[What you need to do]
Write out each record below exactly as it appears, with no pictures.

[Supplied data]
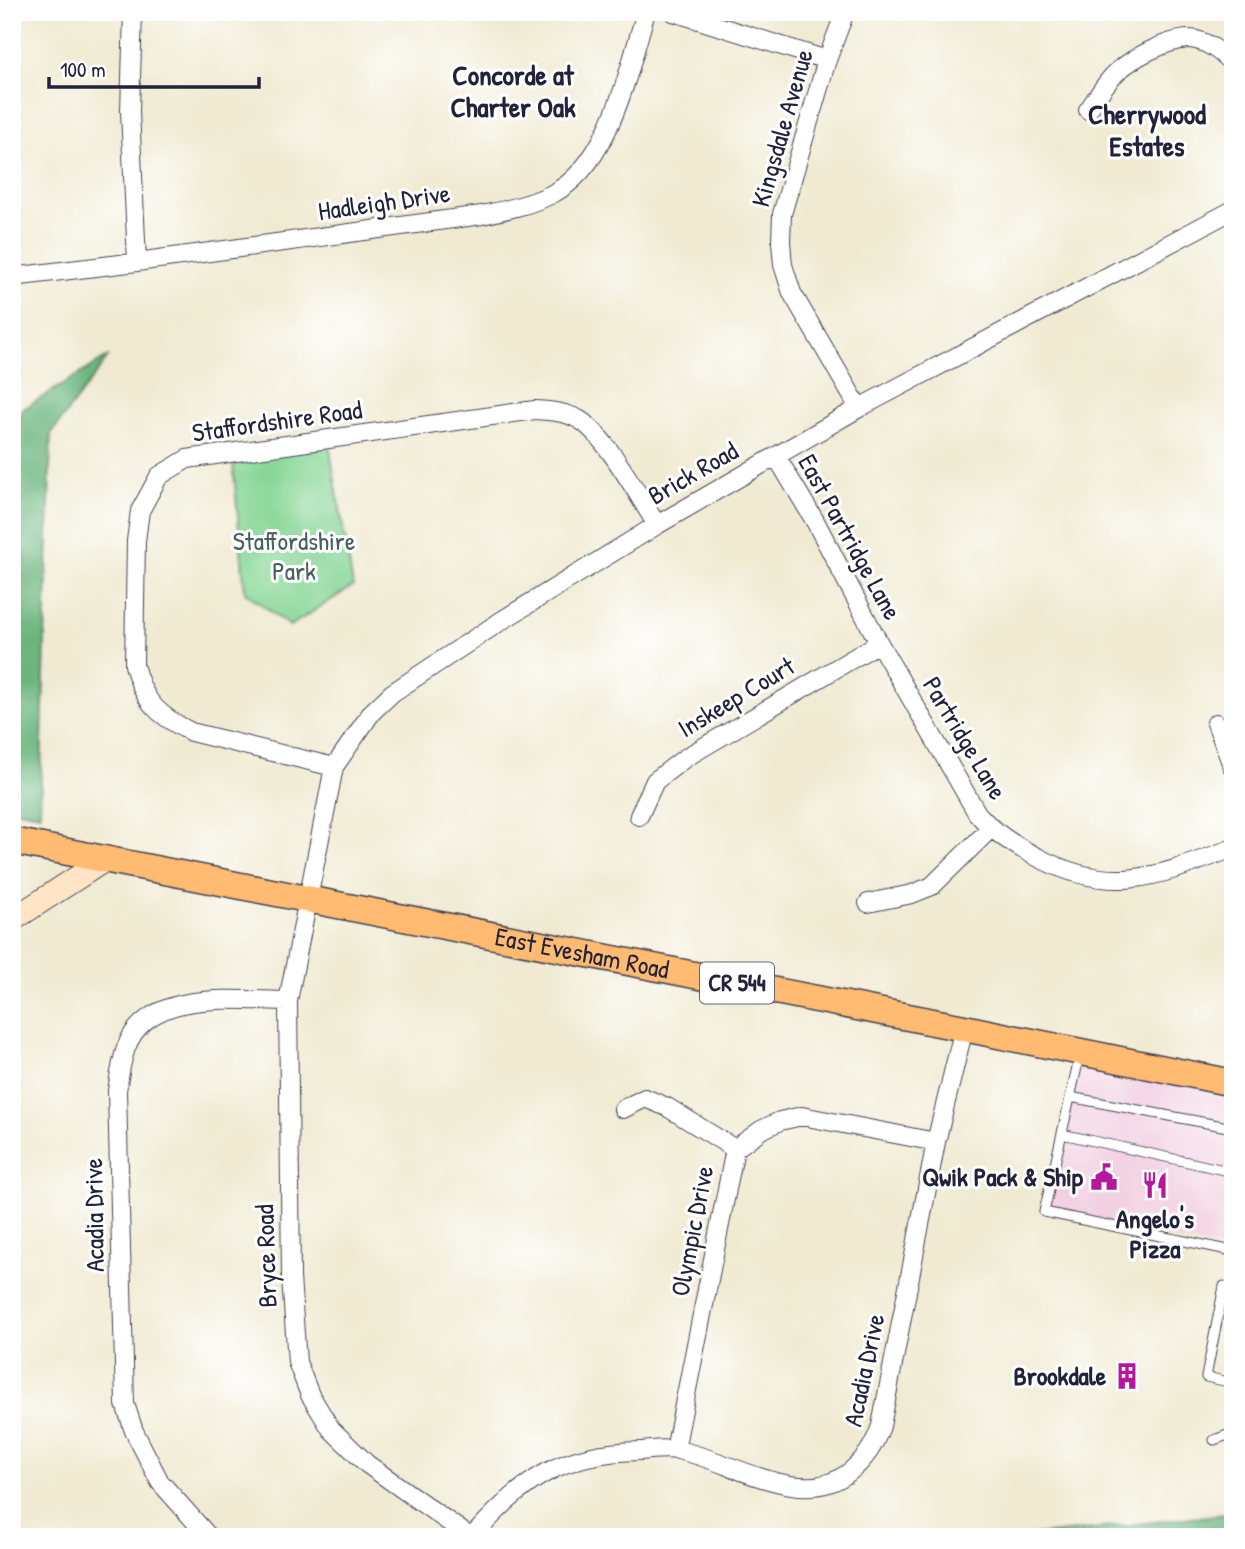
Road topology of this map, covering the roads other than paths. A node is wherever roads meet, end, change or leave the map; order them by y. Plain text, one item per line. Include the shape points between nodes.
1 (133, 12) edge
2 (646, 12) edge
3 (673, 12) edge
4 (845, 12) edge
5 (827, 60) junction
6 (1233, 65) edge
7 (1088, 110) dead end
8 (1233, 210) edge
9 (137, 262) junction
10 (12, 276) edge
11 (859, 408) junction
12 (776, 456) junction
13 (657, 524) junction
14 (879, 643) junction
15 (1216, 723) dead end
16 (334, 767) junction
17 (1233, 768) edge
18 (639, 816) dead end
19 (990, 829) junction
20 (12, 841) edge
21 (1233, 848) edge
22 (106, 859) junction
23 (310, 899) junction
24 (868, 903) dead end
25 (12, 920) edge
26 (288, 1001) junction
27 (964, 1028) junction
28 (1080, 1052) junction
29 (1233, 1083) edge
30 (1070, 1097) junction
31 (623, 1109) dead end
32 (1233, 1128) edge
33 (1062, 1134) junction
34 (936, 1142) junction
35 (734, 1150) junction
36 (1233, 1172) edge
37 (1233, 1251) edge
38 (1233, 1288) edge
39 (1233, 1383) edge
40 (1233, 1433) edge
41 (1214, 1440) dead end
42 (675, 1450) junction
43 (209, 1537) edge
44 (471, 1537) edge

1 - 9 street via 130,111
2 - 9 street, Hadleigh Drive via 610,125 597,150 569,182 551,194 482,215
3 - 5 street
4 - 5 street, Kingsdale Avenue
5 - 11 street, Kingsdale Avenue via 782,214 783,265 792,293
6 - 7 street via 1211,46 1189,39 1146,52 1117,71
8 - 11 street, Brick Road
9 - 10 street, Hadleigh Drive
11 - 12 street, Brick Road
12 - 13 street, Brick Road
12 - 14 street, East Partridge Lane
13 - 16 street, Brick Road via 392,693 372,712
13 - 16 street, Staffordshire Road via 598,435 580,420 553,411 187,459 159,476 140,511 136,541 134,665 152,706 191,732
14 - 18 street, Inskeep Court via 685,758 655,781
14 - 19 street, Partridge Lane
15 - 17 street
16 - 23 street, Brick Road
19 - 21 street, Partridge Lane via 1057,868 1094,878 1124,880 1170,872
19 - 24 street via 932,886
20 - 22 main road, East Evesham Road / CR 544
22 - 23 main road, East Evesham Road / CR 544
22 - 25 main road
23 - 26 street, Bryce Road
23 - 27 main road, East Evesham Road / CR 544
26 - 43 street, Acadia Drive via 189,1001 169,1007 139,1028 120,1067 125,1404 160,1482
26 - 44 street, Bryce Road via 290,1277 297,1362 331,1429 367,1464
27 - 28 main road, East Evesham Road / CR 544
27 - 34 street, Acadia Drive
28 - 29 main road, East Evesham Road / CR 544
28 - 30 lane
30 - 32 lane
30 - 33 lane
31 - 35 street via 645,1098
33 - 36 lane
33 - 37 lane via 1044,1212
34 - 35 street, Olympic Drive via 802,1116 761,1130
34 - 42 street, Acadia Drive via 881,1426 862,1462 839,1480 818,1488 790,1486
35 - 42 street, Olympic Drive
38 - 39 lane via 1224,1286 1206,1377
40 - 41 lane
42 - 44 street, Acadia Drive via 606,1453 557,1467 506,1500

[Finished exercise]
Road topology of this map, covering the roads other than paths. A node is wherever roads meet, end, change or leave the map; order them by y. Plain text, one item per line. Include the shape points between nodes.
1 (133, 12) edge
2 (646, 12) edge
3 (673, 12) edge
4 (845, 12) edge
5 (827, 60) junction
6 (1233, 65) edge
7 (1088, 110) dead end
8 (1233, 210) edge
9 (137, 262) junction
10 (12, 276) edge
11 (859, 408) junction
12 (776, 456) junction
13 (657, 524) junction
14 (879, 643) junction
15 (1216, 723) dead end
16 (334, 767) junction
17 (1233, 768) edge
18 (639, 816) dead end
19 (990, 829) junction
20 (12, 841) edge
21 (1233, 848) edge
22 (106, 859) junction
23 (310, 899) junction
24 (868, 903) dead end
25 (12, 920) edge
26 (288, 1001) junction
27 (964, 1028) junction
28 (1080, 1052) junction
29 (1233, 1083) edge
30 (1070, 1097) junction
31 (623, 1109) dead end
32 (1233, 1128) edge
33 (1062, 1134) junction
34 (936, 1142) junction
35 (734, 1150) junction
36 (1233, 1172) edge
37 (1233, 1251) edge
38 (1233, 1288) edge
39 (1233, 1383) edge
40 (1233, 1433) edge
41 (1214, 1440) dead end
42 (675, 1450) junction
43 (209, 1537) edge
44 (471, 1537) edge

1 - 9 street via 130,111
2 - 9 street, Hadleigh Drive via 610,125 597,150 569,182 551,194 482,215
3 - 5 street
4 - 5 street, Kingsdale Avenue
5 - 11 street, Kingsdale Avenue via 782,214 783,265 792,293
6 - 7 street via 1211,46 1189,39 1146,52 1117,71
8 - 11 street, Brick Road
9 - 10 street, Hadleigh Drive
11 - 12 street, Brick Road
12 - 13 street, Brick Road
12 - 14 street, East Partridge Lane
13 - 16 street, Brick Road via 392,693 372,712
13 - 16 street, Staffordshire Road via 598,435 580,420 553,411 187,459 159,476 140,511 136,541 134,665 152,706 191,732
14 - 18 street, Inskeep Court via 685,758 655,781
14 - 19 street, Partridge Lane
15 - 17 street
16 - 23 street, Brick Road
19 - 21 street, Partridge Lane via 1057,868 1094,878 1124,880 1170,872
19 - 24 street via 932,886
20 - 22 main road, East Evesham Road / CR 544
22 - 23 main road, East Evesham Road / CR 544
22 - 25 main road
23 - 26 street, Bryce Road
23 - 27 main road, East Evesham Road / CR 544
26 - 43 street, Acadia Drive via 189,1001 169,1007 139,1028 120,1067 125,1404 160,1482
26 - 44 street, Bryce Road via 290,1277 297,1362 331,1429 367,1464
27 - 28 main road, East Evesham Road / CR 544
27 - 34 street, Acadia Drive
28 - 29 main road, East Evesham Road / CR 544
28 - 30 lane
30 - 32 lane
30 - 33 lane
31 - 35 street via 645,1098
33 - 36 lane
33 - 37 lane via 1044,1212
34 - 35 street, Olympic Drive via 802,1116 761,1130
34 - 42 street, Acadia Drive via 881,1426 862,1462 839,1480 818,1488 790,1486
35 - 42 street, Olympic Drive
38 - 39 lane via 1224,1286 1206,1377
40 - 41 lane
42 - 44 street, Acadia Drive via 606,1453 557,1467 506,1500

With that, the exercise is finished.